Patents and the Internet

Guest Post by Professor Marketa Trimble (UNLV) (also posted at this blog). 

Imagine that someone had a patent on the internet and only those who had a license from the patent holder could, for example, do business on the internet. This internet patent would not need to concern the internet protocol, the domain name system, or any other technical features of the network; the patent could, in fact, cover something else – a technology that everyone, or almost everyone, who wants to do business on the internet needs, a technology that is not, however, a technical standard. There might be one such patent application – the patent application discussed below – that could be approaching this scenario.

We must accept, however reluctantly, that activities on the internet will not be governed by a single internet-specific legal regime or by the legal regime of a single country. Although countries might agree on an internet-specific regime for the technical features of the internet, and might even adopt some uniform laws, countries want to maintain some of their country-specific national laws. People and nations around the world are different, and they will always have diverse views on a variety of matters – for example, online gambling. Online gambling might be completely acceptable in some countries, completely unacceptable in others, or somewhere in between; likewise, countries have different understandings of privacy and requirements for the protection of personal data. Therefore, countries now have and likely always will have different national laws on online gambling and different national laws on privacy and personal data protection. Compliance with multiple countries’ laws regarding the internet is nonnegotiable, certainly for those private parties who wish to conduct their activities on the internet transnationally and legally. Nevertheless, in practice and for some matters, the number of countries whose laws are likely to be raised against an actor on the internet may be limited, as I discussed recently.

For some time the major excuse for noncompliance with the laws of multiple countries on the internet was the ubiquitousness of the network. The network’s technical characteristics seemed to make it impossible for actors to both limit their activity on the internet territorially, and also to identify with a sufficient degree of reliability the location of parties and events on the internet, such as customers and their place of consumption. However, as geolocation and geoblocking tools developed, location identification and territorial limitation of access became feasible. Of course the increase in the use of geolocation tools generated more interest in the evasion of geolocation, and increased evasion has prompted even further improvements of the tools. The argument that we cannot limit or target our activity territorially because we don’t know where our content is accessed or consumed no longer seems valid. (Also – at least in some countries – courts and agencies have permitted internet actors to employ low-tech solutions as sufficient territorial barriers, for example, disclaimers and specific language versions.)

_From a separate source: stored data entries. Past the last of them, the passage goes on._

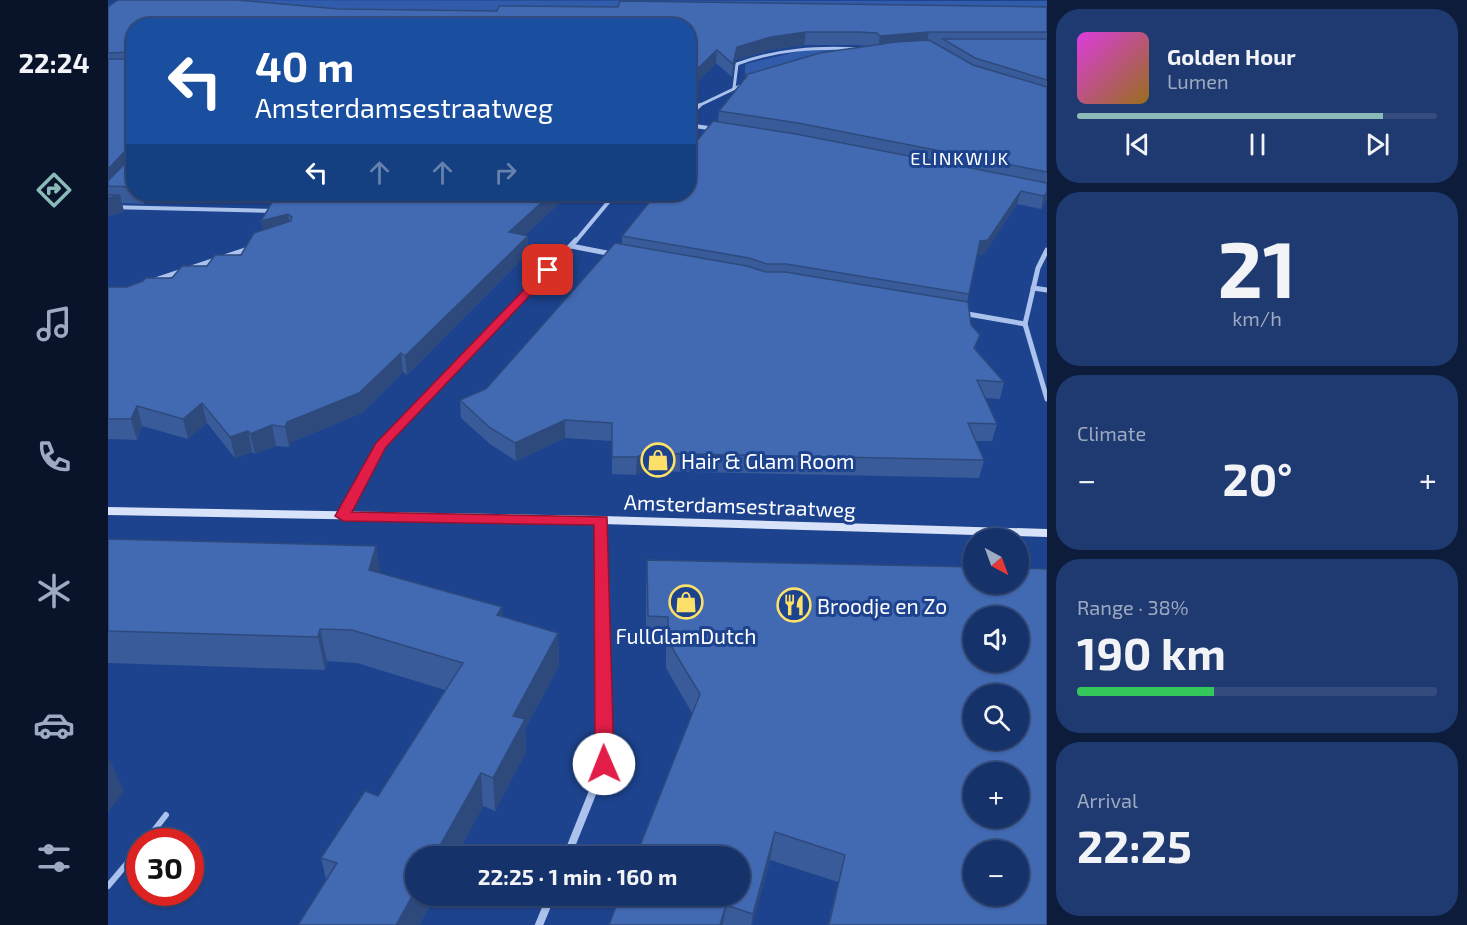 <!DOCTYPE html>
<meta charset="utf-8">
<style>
:root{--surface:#16326a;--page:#1f3a70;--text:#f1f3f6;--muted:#9eaac1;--line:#354d7e;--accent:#8bbbb9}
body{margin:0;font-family:"Exo 2",sans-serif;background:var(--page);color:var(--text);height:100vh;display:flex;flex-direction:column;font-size:22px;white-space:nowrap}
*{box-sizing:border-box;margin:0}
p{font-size:20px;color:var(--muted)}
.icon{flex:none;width:33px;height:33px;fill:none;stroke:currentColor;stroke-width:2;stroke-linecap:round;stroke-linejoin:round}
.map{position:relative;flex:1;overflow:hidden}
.details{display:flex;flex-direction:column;gap:9px;padding:9px;background:#0c1c3a;width:420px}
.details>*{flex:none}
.banner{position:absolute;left:18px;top:18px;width:570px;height:183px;border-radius:24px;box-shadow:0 2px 4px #0004,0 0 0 2px var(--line);background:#1a4fa0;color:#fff;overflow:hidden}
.needle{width:39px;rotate:139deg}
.controls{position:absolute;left:855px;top:528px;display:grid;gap:12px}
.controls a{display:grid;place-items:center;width:66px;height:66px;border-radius:50%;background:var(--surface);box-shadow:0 2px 4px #0004,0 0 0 2px var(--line);font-size:30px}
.speed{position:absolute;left:18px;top:828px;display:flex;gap:12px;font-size:30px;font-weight:700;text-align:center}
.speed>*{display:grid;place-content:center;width:78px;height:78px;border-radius:50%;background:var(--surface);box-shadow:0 2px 4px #0004,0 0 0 2px var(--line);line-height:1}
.speed .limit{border:9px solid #d22;background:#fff;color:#111}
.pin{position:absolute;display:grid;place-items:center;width:51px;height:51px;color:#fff;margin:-26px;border-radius:12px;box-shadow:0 3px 9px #0006}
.me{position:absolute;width:66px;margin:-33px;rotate:359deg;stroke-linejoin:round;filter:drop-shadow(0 0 4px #0008)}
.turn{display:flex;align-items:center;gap:21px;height:126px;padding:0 30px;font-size:27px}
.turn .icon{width:78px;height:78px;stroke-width:2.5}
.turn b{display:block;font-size:42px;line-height:51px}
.lanes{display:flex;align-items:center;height:57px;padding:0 30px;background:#0003;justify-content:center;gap:30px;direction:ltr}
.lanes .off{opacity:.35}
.big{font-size:45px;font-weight:700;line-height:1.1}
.details .tile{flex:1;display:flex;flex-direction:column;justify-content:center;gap:9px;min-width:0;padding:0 21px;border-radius:24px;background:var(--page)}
.details .dial{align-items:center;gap:0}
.dial b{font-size:78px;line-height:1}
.song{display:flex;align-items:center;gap:18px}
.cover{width:72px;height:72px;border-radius:9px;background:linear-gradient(135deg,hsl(300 70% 55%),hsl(40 70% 35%))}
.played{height:6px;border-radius:3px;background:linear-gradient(90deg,var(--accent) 85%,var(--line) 85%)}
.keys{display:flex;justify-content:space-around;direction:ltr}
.heat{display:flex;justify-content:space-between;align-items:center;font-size:33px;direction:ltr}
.charge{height:9px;border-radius:4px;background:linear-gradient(90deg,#34c759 38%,var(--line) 0)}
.trip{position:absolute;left:297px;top:846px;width:345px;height:60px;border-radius:30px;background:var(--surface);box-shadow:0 2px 4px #0004,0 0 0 2px var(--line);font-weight:700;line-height:60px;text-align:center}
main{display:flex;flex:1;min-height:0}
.dock{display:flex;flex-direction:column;width:108px;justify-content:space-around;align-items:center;background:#09142a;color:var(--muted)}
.dock .icon{width:42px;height:42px}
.dock .on{color:var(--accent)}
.dock b{font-size:27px;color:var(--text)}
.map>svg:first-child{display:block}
.green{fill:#315cab}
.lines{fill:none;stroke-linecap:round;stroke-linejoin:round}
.lane{stroke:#abc2ed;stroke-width:6}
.street-far4{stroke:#abc2ed;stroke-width:3}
.street-far3{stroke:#abc2ed;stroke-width:4}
.street-far2{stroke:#abc2ed;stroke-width:5}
.street-far1{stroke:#abc2ed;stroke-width:7}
.street{stroke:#abc2ed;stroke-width:8}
.secondary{fill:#d8e3f9;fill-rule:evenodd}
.wall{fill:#395b9a}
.shaded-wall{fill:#2e4a7d}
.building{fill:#426ab3;stroke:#2e4a7d;stroke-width:1.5;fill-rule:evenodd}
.route{fill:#e11d48;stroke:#92132f;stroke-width:1.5}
.labels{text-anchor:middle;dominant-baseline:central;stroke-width:6;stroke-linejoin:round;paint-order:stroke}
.far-neighbourhood-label{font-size:18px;letter-spacing:1.5px;fill:#fff;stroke:#1d438e}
.poi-label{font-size:21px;fill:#fff;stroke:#1d438e;text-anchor:start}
.street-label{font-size:21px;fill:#fff;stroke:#1d438e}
</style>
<main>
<nav class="dock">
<b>22:24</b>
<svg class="icon on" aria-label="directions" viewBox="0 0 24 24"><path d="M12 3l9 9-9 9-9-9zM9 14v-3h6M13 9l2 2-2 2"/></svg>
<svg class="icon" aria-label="music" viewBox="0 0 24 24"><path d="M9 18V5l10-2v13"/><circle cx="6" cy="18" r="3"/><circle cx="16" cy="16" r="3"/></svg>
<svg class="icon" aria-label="phone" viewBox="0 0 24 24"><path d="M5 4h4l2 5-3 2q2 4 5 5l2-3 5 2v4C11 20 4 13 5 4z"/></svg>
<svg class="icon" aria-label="climate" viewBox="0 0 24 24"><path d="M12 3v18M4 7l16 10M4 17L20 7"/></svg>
<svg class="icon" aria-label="car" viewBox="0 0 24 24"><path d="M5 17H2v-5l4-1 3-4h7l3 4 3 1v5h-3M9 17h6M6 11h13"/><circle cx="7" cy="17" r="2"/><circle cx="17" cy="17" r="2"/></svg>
<svg class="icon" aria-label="filters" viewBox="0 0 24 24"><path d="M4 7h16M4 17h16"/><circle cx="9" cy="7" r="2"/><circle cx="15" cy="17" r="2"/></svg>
</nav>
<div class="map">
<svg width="939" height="925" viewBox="0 0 939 925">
<rect width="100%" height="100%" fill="#1d438e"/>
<g class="green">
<path d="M11,0l928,1v17l-817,8 -122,-17z"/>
<path d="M705,48l36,2 -104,25v-10l4,-2z"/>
</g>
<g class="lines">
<g class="lane">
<path d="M37,842l21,-27"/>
<path d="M0,886l32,-38"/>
</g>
<g class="street-far4">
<path d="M626,88l3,-24c40,-15 80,-17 122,-15"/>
<path d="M590,106l46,-22"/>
</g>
<g class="street-far3">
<path d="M580,116l12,-11"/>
<path d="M580,125l27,4"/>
<path d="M0,207l167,4"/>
<path d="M467,242l40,-48"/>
</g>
<g class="street-far2">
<path d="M463,246l41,8"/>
<path d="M939,250l-9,18 -13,56 22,75"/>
<path d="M47,280l96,-32"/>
<path d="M925,288l14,2"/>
<path d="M854,313l63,11"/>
<path d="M301,416l167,-176"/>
</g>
<g class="street-far1">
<path d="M235,516l38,-71 30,-31"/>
<path d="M494,520l1,119"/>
</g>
<g class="street">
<path d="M459,856l37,-92 -1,-127"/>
<path d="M431,925l12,-29"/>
</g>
<path class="secondary" d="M0,507l494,9 445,13v8l-445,-13 -494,-9z"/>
</g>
<g class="wall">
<path d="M0,7l389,4 121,-4h429v192l-6,10 -24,-5 -33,50 -7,1 -10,47 9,48 28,32 -4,17 -15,-1 12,26 -5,17h-16l8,19 -5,18 -335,-7 -8,4 -24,-1v-33l-47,-3 -49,23 -26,-17 -29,-26 -1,-18 26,-11 136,-144v-9l96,-114 1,-11 26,-32v-4l123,-29 -12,-1h-52l-34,5 -34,10 -4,17 -16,-14 -28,28v-65h-554v168h435l-44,41 3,18 -121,122 -4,-3 -41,41 -71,29 -2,5 -13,-1 -21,8 -3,-2 -17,6 -28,-35 -19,16 -46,-13 -5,14 -29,-1v-152h19l45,-9 69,-23 22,-25 17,-30 -1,-2 -136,-2 1,8 -22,-1 2,9 -16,4z"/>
<path d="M0,539l268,7 4,27 122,44 56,16 1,33 -34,63 1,23 -31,59 -12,-5 -27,50h-40v40h19l-16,29 -93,-46 -5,-21 57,-62 67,-106 -88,-27 -30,-2 -2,9 -217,-7z"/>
<path d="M539,560l400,365h-219l10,-43 -68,-22 -18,65h-143l83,-212 -26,-45v-24l-20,-2v-55z"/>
</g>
<g class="shaded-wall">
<path d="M698,32l-2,13 -34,5 -34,10 -4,17 1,-13 4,-17 34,-10z"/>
<path d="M821,32l-3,13 -48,5 2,-14z"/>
<path d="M609,50l-1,13 -28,28v-13z"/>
<path d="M19,149h5l2,16 -26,21v-17z"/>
<path d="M913,191l-4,13 -33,50 -7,1 3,-14z"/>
<path d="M939,192v7l-6,10 3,-13z"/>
<path d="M443,194h18l-59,56 -1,-18z"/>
<path d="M12,195l4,17 -16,4v-18z"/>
<path d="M180,214l3,17 -27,7 -3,-17z"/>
<path d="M420,236v17l-121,122 -2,-19z"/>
<path d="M293,353l2,19 -41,41 -71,29 -2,5 -4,-20 2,-5z"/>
<path d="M94,403l5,20 -19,16 -5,-20z"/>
<path d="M29,406l5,20 -5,14 -6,-21z"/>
<path d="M457,420v18l-49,23 -1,-18z"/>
<path d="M164,425l4,21 -21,8 -5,-20z"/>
<path d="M140,431l4,21 -17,6 -5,-21z"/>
<path d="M537,453l-1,18 -8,4 1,-18z"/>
<path d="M268,546l5,32 -12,-8z"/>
<path d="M394,607l2,33 -7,-25z"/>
<path d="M212,629l7,32 -2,9 -7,-33z"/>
<path d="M450,633l1,33 -34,63 1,23 -31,59 -2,-33 20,-62z"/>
<path d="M2,759l14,33 -16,20v-50z"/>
<path d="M373,773l2,33 -27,50h-22z"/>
<path d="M667,832l-5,28 -18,65h-1l2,-11z"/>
<path d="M308,889v7h19l-16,29h-23z"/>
<path d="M618,905l-3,20h-3z"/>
</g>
<g class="building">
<path d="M10,0h119l101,9 159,2 2,-5 119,1 2,-6 427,6v25h-118l-49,4 -3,-3 -19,-1h-52l-35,5 -34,10 -4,17 -16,-14 -29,28v-52h-554v29l-3,-3 -23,1v-46z"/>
<path d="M835,39h104v41l-72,-22z"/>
<path d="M821,40l44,25 74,22v85l-249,-49 -79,-12 28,-35 -2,-1 75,-22 76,-11z"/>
<path d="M26,57v130l-26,-1v-5l25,-26 -1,-6h-5l-19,20v-110h23z"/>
<path d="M605,121l83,13 251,49v9l-3,4 -23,-5 -33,49 -8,1 -11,53 -183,-30h-19l-18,-6 -127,-22 34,-42h32v-42z"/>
<path d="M224,194h219l-42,38 19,4 -123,120 -4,-3 -42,40 -72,29 -2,5 -13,-2 -22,9 -2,-3 -18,6 -28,-34 -19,16 -46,-13 -6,13h-23v-132h19l16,-6 3,-3h26l10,-12h25l8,-11h26l13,-22 37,-12 1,-4 -4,-3 -27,7 13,-22 98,3 4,-2 -1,-5z"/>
<path d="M0,195h12l-12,3z"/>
<path d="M507,243l132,23 19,6h19l183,30 3,23 9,10 -6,13 30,34 -27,-2 20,44 -29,-1 16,37 -339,-7 -8,4h-25v-34l-47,-3 -50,23 -26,-16 -29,-27 26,-11z"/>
<path d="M0,539l268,7 -7,24 133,37 -5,8 61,18 -45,83 12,3 -32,59 -12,-5 -47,83h-18v33l-20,36h-98l39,-62 -16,-5 44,-67 13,5 85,-133 -111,-33 -32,-1 -2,8 -210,-6z"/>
<path d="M539,560l327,7v17h44v-16l29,1v356h-218l16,-70 -70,-23 -22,82 -27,-9 -6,20h-111l11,-29h120v-40h-104l64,-162 -32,-53v-24l-20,-1zM866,616h44v46h-44zM866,694h44v46h-44zM866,772h44v46h-44zM866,850h44v46h-44z"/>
</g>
<path class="route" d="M437,268l9,2 -168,177 -34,65 255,5 7,247 -3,6 -7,2 -6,-2 -3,-6 -1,-239 -251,-4 -8,-5 41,-73z"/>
<defs>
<symbol id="shop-ring" viewBox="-11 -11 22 22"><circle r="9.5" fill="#1d438e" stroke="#fce06a" stroke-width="1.5"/><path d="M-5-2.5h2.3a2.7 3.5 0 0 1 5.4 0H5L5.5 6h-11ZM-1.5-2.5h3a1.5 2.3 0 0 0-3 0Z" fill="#fce06a"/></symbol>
<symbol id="restaurant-ring" viewBox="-11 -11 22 22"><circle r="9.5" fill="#1d438e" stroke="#fce06a" stroke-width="1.5"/><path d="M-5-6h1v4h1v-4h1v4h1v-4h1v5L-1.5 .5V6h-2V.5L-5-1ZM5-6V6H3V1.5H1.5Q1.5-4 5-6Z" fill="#fce06a"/></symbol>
</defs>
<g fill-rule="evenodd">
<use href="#shop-ring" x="531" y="441" width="38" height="38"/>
<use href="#shop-ring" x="559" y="583" width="38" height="38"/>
<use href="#restaurant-ring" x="667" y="586" width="38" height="38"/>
</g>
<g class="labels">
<g class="far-neighbourhood-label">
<text x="852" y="158">ELINKWIJK</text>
</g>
<g class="poi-label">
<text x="573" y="460">Hair &amp; Glam Room</text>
<text x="709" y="605">Broodje en Zo</text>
<text x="578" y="635" text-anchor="middle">FullGlamDutch</text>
</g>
<g class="street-label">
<text transform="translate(632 505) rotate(2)">Amsterdamsestraatweg</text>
</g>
</g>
</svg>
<div class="controls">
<a><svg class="needle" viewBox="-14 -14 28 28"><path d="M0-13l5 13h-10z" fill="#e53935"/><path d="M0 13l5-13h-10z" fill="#9eaac1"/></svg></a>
<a><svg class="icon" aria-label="sound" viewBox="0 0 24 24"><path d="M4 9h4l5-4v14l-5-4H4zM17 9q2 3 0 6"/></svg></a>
<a><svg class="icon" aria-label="search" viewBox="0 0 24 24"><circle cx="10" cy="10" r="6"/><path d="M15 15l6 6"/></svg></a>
<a>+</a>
<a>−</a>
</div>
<div class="speed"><div class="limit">30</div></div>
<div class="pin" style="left:440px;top:270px;background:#d93025"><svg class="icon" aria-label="arrive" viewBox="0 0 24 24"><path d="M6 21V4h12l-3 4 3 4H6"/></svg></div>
<svg class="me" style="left:496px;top:764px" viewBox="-20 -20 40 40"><circle r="19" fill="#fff"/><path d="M0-13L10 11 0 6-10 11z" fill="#e11d48"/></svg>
<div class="trip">22:25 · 1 min · 160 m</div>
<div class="banner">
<div class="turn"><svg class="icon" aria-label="left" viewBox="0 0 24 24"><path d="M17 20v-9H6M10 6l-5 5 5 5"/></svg><div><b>40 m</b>Amsterdamsestraatweg</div></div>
<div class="lanes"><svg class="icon" aria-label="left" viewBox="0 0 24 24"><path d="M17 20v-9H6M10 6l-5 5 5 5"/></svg><svg class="icon off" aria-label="ahead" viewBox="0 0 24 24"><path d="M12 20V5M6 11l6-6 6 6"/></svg><svg class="icon off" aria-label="ahead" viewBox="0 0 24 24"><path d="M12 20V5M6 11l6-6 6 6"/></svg><svg class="icon off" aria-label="right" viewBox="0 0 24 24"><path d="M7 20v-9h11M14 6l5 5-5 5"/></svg></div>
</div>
</div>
<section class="details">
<div class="tile">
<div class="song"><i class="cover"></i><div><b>Golden Hour</b><p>Lumen</p></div></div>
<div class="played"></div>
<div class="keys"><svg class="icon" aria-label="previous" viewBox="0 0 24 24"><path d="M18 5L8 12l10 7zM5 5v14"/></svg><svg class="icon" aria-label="pause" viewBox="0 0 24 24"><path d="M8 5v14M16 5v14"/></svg><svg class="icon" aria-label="next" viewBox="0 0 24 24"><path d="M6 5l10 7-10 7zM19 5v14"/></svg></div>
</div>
<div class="tile dial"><b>21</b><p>km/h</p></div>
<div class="tile"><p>Climate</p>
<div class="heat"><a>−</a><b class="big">20°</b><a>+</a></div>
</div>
<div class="tile"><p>Range · 38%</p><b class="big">190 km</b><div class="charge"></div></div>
<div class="tile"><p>Arrival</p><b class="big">22:25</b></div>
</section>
</main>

The multiplicity of applicable laws that originate in different countries and apply to activities on the internet is more troubling in some areas of law than in others. One area of law that permeates most internet activity is data privacy and personal data protection. Any internet actor who has customers and users (and therefore probably has user and traffic analytics) will likely encounter national data protection laws, which vary country-by-country (even in the EU countries, which have harmonized their personal data protection laws, national implementing regulations may impose country-specific obligations). Therefore, compliance with the varying national data protection laws will become one of the essential components of conducting business and other activities transnationally. If someone could patent a method for complying simultaneously with multiple countries’ data privacy laws on the internet and claim the method broadly enough to cover all possible methods of achieving compliance with the national privacy laws, that patent owner might just as well own a patent on the internet, or at least on a very large percentage of internet activity.

A U.S. patent application that seeks a patent on simultaneous compliance with multiple countries’ data privacy laws on the internet through broad method claims is application No. 14/266,525, which concerns “Systems and Methods of Automated Compliance with Data Privacy Laws,” meaning “laws of varying jurisdictions” (the title and the “Abstract”). The invention is designed to facilitate an automatic method of complying with the data privacy laws of various jurisdictions, which are, as the “Introduction” notes, “complicated, diverse, and jurisdiction specific.” The method envisions that once “person-related data” are requested from a data provider, a “filter is the [sic] automatically applied to the person-related data to restrict transfer of person-related data [that] does [sic] not meet the data privacy regulations applicable to the jurisdiction” (the “Introduction”); the filter also checks for any consents by the data subject if the particular regulations require them. The method also foresees, for example, the possibility of “identif[ying] different origins of the person-related data sources” in terms of their geographical location (“Trust Object and Trust Data”).

The patent application still must be prosecuted, and the – undeniably useful – invention will be subject to scrutiny as to its compliance with the requirements of statutory subject matter, novelty, and non-obviousness. A patent on the application may not issue at all, or the language of the application may be amended and the claims narrowed. Whatever the future might bring for the claimed invention, this patent application serves as a useful prompt for thinking about the components that have been or are becoming essential to conducting business and other activities on the internet.